Augmented reality (AR) is the blending of computer-generated virtual elements
with reality [1]. A common example AR application is rendering computer graphics onto
existing imagery such that the graphics appear to be seamless additions to or
augmentations of the real image, registered in space, matching in scale. One of the most
difﬁcult challenges in this application is aligning the real and virtual worlds so as to
achieve this seamless registration. The parameters of the rendering environment must
exactly match those of the camera system that captured the image. Vision-based tracking.
uses images of the world to support this computation, either through tracking of natural
image features [2, 3] or through the use of markers or ﬁducials placed in the scene. This
thesis proposes a set of criteria to use when designing a ﬁducial and a vision-based
tracking system for the ﬁducial design, making arguments for a speciﬁc type of ﬁducial
that was created with optimization of these criteria in mind. Further, a system has been
designed that uses these ﬁducials for tracking, which has been optimized for performance
in a way that is consistent with the ﬁducial criteria.

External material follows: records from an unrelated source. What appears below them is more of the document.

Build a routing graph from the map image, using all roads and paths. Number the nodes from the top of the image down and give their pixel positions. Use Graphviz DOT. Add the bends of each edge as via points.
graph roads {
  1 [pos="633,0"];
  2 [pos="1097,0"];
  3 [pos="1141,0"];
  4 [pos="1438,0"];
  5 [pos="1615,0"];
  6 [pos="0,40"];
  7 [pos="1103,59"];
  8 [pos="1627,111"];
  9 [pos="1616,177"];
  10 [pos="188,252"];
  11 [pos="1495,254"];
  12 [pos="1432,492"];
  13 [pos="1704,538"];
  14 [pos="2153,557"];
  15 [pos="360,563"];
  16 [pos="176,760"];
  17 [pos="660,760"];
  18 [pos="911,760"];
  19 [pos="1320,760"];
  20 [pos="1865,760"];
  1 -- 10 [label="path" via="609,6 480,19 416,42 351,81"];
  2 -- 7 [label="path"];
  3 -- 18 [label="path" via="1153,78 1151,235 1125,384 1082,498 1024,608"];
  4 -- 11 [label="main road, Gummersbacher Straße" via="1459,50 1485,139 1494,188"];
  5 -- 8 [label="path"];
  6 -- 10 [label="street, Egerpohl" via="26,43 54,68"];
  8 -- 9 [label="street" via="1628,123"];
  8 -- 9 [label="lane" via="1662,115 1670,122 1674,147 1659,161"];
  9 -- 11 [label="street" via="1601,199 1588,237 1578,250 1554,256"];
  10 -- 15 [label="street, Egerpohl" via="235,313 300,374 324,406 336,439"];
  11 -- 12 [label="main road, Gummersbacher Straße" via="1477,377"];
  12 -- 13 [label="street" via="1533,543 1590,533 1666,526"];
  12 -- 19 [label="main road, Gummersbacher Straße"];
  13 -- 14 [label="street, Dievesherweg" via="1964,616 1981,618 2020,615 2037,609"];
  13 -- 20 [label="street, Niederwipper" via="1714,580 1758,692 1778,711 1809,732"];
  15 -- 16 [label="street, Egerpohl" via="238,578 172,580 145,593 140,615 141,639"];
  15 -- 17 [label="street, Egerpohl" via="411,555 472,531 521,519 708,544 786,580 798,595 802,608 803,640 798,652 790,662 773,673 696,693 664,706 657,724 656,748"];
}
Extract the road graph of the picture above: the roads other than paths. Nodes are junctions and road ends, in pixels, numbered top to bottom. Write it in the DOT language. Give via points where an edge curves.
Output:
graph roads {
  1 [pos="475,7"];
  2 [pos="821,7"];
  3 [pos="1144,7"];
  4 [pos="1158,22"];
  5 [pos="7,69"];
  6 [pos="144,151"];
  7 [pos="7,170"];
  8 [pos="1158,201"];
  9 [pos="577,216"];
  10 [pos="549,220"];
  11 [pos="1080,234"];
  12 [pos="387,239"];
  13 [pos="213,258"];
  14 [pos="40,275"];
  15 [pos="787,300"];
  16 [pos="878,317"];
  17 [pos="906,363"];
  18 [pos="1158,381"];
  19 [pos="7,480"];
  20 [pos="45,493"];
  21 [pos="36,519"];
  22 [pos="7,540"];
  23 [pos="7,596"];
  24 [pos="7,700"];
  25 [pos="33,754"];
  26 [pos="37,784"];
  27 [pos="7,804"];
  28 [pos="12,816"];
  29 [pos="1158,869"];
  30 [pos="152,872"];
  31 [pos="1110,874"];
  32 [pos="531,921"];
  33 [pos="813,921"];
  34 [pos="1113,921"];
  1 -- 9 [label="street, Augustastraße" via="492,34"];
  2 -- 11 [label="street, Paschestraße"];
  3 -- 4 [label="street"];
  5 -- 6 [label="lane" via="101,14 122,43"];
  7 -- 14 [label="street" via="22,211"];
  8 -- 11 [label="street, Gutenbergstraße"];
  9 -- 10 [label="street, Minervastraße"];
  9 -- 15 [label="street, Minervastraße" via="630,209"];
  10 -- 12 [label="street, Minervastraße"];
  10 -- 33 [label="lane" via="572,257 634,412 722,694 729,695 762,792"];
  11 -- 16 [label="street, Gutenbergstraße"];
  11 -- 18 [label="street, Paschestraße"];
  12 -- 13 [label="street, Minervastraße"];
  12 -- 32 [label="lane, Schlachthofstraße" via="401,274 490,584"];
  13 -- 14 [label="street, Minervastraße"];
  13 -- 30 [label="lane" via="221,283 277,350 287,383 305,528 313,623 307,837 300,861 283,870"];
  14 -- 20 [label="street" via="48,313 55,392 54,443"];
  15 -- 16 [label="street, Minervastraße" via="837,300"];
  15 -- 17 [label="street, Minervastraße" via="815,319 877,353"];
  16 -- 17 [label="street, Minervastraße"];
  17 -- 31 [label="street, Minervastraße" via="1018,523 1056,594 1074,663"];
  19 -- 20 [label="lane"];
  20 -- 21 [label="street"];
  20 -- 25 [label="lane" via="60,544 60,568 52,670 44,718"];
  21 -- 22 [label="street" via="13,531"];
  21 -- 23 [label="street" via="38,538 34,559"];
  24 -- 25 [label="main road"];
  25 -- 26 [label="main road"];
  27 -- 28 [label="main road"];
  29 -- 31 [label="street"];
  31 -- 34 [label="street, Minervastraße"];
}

Existing ﬁducial tracking systems use ad-hoc ﬁducial images based on either
comparison to a library of template images or simple bar-code-based mechanisms. The
designs are typically based on human, not machine, identiﬁcation and ease of
identiﬁcation at high resolutions. The images tend to be highly correlated and often are

misidentiﬁed.

This thesis recognizes the need for a set of ﬁducial images that can be
systematically produced, has a small chance of being misidentiﬁed, and can be easily and
accurately tracked. These images are two-dimensional forms of the Discrete Cosine
Transform (DCT) basis set. The shape, border width, color, and method of locating the
ﬁducial have been chosen after analysis of the criteria set forth in this thesis. The choices
were made in an attempt to satisfy the general majority of ﬁducial tracking needs, though
they will not be ideal for all situations. The ﬁducials will utilize a square shape with a
black border that is 15% of the width of the ﬁducial. The interior images are
monochrome and are based on the DCT basis set, with an orientation component built in.

The choices made in the design of the tracking system are shown to be
theoretically superior choices. However, theoretical superiority is not a guarantee of
performance in a real implementation. To verify the performance of this system, it has
been compared to the ARToolKit [4] with tests in pose calculation accuracy and ﬁducial
identiﬁcation. The ARToolKit was used as a benchmark since it is one of the most
popular and widely used ﬁducial tracking systems for Augmented Reality. The
ARToolKit will in fact be mentioned numerous times throughout this thesis as a basis for
performance comparison.

The testing has shown that the system created for this thesis was more capable
both in terms of ﬁducial identiﬁcation and pose estimation. Additionally, this system
executes much more quickly than the ARToolKit system, allowing more time to do the
three-dimensional rendering required in most AR applications.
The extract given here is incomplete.